- Directions -
Scan the listing and copy each line where the word "paths" is present.

Start of Block

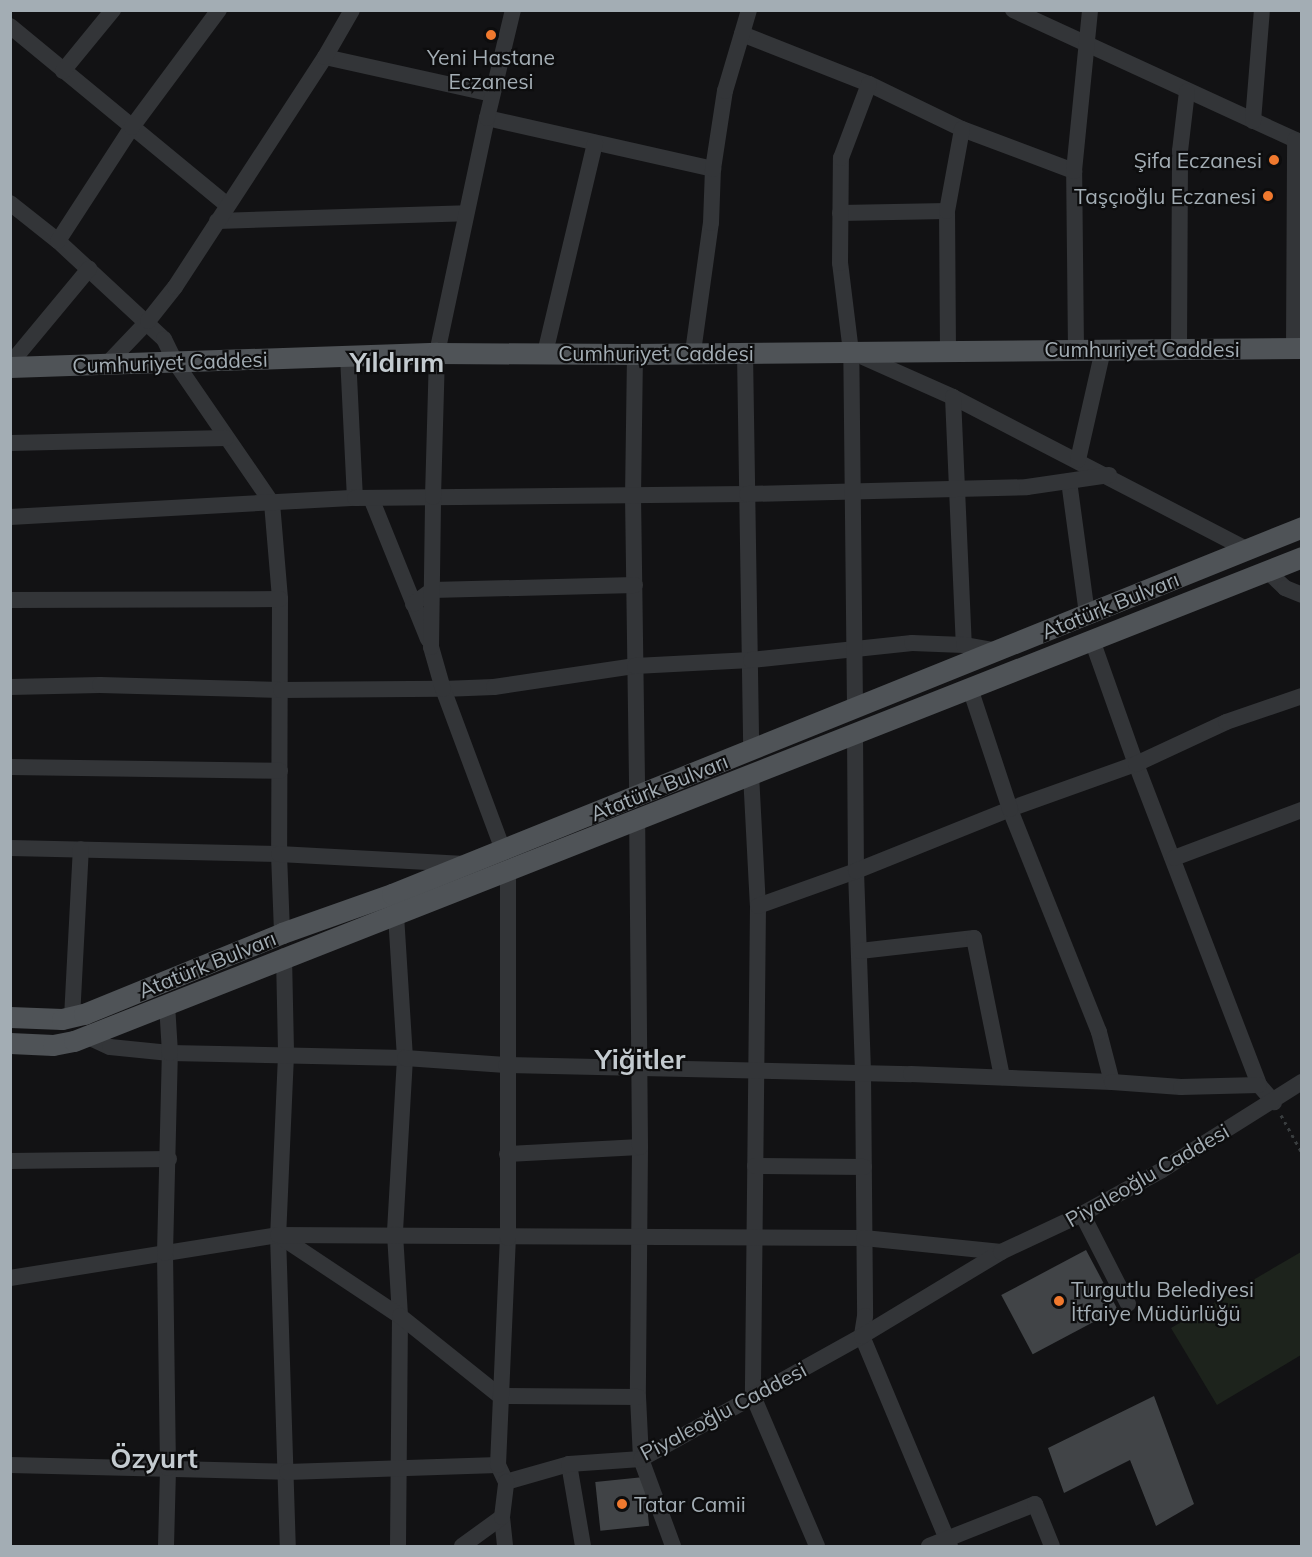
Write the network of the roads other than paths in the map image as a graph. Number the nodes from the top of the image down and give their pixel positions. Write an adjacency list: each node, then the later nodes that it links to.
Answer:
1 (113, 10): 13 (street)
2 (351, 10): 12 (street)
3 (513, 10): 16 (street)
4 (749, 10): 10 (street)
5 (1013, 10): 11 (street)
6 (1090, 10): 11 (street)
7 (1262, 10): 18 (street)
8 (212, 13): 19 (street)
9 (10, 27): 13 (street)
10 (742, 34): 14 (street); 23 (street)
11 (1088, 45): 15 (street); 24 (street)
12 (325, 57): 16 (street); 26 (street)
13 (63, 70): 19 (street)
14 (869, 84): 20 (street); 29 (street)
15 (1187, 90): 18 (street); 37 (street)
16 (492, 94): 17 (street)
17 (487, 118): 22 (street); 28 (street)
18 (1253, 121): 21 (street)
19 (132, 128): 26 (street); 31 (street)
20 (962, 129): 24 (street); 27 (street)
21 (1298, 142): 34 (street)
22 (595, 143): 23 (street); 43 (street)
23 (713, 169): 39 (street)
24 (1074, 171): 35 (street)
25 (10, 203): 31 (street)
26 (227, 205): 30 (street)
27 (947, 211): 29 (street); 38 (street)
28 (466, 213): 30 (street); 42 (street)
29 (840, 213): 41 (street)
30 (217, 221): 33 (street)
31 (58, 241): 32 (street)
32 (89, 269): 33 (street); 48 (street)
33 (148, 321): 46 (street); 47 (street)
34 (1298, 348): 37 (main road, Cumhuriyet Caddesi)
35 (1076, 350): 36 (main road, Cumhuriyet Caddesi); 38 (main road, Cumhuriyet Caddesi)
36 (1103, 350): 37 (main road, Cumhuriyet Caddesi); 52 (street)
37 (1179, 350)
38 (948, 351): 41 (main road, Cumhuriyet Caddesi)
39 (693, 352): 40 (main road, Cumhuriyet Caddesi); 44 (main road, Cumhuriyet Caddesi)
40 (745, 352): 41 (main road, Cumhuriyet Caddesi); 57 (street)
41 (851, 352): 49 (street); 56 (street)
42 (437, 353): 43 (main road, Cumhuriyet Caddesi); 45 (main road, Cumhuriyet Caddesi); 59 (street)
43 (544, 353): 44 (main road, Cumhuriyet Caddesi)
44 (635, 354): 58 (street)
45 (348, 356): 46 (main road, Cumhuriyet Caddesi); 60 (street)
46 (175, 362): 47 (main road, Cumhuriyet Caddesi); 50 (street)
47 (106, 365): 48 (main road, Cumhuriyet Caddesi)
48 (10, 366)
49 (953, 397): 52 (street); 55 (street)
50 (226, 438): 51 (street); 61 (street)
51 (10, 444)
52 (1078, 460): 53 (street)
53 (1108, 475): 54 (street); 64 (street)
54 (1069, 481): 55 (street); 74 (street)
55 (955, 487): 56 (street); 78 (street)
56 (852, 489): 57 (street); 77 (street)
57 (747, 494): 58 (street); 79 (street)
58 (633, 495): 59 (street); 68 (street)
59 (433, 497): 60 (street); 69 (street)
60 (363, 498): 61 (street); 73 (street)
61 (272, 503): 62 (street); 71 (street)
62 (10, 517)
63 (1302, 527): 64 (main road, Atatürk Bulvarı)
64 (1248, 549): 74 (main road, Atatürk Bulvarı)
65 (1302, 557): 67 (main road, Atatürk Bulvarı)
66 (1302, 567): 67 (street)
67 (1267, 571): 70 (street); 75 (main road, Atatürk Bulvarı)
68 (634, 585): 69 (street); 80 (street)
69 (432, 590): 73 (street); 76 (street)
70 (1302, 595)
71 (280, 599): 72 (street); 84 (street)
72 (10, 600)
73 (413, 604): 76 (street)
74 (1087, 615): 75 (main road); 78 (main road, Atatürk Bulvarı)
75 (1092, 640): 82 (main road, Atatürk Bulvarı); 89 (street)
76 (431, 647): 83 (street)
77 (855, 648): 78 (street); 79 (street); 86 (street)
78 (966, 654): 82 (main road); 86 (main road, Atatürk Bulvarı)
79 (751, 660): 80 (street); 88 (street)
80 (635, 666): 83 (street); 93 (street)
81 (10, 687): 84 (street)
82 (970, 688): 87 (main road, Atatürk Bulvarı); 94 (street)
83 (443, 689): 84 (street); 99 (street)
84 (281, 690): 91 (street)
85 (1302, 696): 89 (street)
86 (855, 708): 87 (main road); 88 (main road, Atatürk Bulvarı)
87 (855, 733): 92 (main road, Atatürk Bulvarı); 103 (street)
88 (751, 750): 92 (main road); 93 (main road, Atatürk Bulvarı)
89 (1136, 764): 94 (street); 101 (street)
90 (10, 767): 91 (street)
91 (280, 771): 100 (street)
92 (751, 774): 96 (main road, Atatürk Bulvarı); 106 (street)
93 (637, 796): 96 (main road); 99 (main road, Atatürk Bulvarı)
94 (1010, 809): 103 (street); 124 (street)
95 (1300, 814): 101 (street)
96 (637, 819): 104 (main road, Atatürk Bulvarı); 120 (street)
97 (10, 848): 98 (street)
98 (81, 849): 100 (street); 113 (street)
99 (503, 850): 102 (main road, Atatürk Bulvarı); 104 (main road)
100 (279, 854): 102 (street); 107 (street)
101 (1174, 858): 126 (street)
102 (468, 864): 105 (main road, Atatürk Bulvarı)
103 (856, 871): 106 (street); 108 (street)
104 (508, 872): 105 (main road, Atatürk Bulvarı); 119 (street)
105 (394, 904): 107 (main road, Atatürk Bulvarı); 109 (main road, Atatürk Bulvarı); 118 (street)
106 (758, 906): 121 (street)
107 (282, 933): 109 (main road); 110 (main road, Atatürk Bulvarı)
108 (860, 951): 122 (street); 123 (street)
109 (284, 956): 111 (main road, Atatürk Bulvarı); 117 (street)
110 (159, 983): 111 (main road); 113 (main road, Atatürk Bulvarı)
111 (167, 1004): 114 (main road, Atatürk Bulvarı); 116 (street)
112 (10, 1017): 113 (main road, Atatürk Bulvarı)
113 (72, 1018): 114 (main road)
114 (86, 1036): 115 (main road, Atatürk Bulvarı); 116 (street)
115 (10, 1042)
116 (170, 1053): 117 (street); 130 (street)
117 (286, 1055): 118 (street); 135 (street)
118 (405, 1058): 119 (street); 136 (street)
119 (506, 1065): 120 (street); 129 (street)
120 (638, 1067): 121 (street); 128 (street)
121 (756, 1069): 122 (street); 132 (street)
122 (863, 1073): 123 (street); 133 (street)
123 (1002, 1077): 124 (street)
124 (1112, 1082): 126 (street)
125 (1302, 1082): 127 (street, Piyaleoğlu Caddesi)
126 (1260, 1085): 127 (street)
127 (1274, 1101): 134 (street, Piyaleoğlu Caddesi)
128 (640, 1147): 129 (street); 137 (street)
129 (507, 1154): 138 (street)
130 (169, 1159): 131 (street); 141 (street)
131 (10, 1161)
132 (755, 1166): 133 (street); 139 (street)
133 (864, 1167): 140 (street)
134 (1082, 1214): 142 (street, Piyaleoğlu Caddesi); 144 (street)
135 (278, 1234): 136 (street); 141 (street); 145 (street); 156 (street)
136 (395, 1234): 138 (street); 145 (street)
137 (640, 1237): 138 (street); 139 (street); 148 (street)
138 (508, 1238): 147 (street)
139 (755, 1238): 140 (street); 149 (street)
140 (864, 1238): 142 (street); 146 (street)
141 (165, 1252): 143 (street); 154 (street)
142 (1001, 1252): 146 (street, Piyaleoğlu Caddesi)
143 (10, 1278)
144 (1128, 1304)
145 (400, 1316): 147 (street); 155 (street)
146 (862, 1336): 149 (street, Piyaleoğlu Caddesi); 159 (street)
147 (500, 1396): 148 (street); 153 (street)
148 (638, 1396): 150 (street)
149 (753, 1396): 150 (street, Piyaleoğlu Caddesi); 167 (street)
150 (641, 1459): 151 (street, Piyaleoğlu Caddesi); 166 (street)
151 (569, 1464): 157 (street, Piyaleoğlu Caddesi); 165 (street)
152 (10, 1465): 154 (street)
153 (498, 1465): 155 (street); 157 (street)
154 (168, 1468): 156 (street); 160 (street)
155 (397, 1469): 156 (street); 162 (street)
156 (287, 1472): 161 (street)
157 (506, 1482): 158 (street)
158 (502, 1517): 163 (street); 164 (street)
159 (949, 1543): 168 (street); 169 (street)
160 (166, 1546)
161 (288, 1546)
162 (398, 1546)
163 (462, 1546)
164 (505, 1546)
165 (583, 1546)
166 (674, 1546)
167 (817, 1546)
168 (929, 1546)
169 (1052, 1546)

End of Block
Start of Block

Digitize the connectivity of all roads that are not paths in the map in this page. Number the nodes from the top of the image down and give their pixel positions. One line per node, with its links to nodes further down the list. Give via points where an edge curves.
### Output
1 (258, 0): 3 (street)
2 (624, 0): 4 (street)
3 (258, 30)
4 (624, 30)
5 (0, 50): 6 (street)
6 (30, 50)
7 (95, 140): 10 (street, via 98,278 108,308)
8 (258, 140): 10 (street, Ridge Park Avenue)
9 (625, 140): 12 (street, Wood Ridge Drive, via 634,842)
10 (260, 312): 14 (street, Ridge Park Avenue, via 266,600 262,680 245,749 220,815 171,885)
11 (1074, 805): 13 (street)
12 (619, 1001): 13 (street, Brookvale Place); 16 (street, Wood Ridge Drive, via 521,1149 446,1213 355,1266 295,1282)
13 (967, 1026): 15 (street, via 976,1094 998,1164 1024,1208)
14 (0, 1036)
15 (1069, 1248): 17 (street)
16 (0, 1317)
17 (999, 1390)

End of Block

- Task output -
Write the network of the roads other than paths in the map image as a graph. Number the nodes from the top of the image down and give their pixel positions. Write an adjacency list: each node, then the later nodes that it links to.
Digitize the connectivity of all roads that are not paths in the map in this page. Number the nodes from the top of the image down and give their pixel positions. One line per node, with its links to nodes further down the list. Give via points where an edge curves.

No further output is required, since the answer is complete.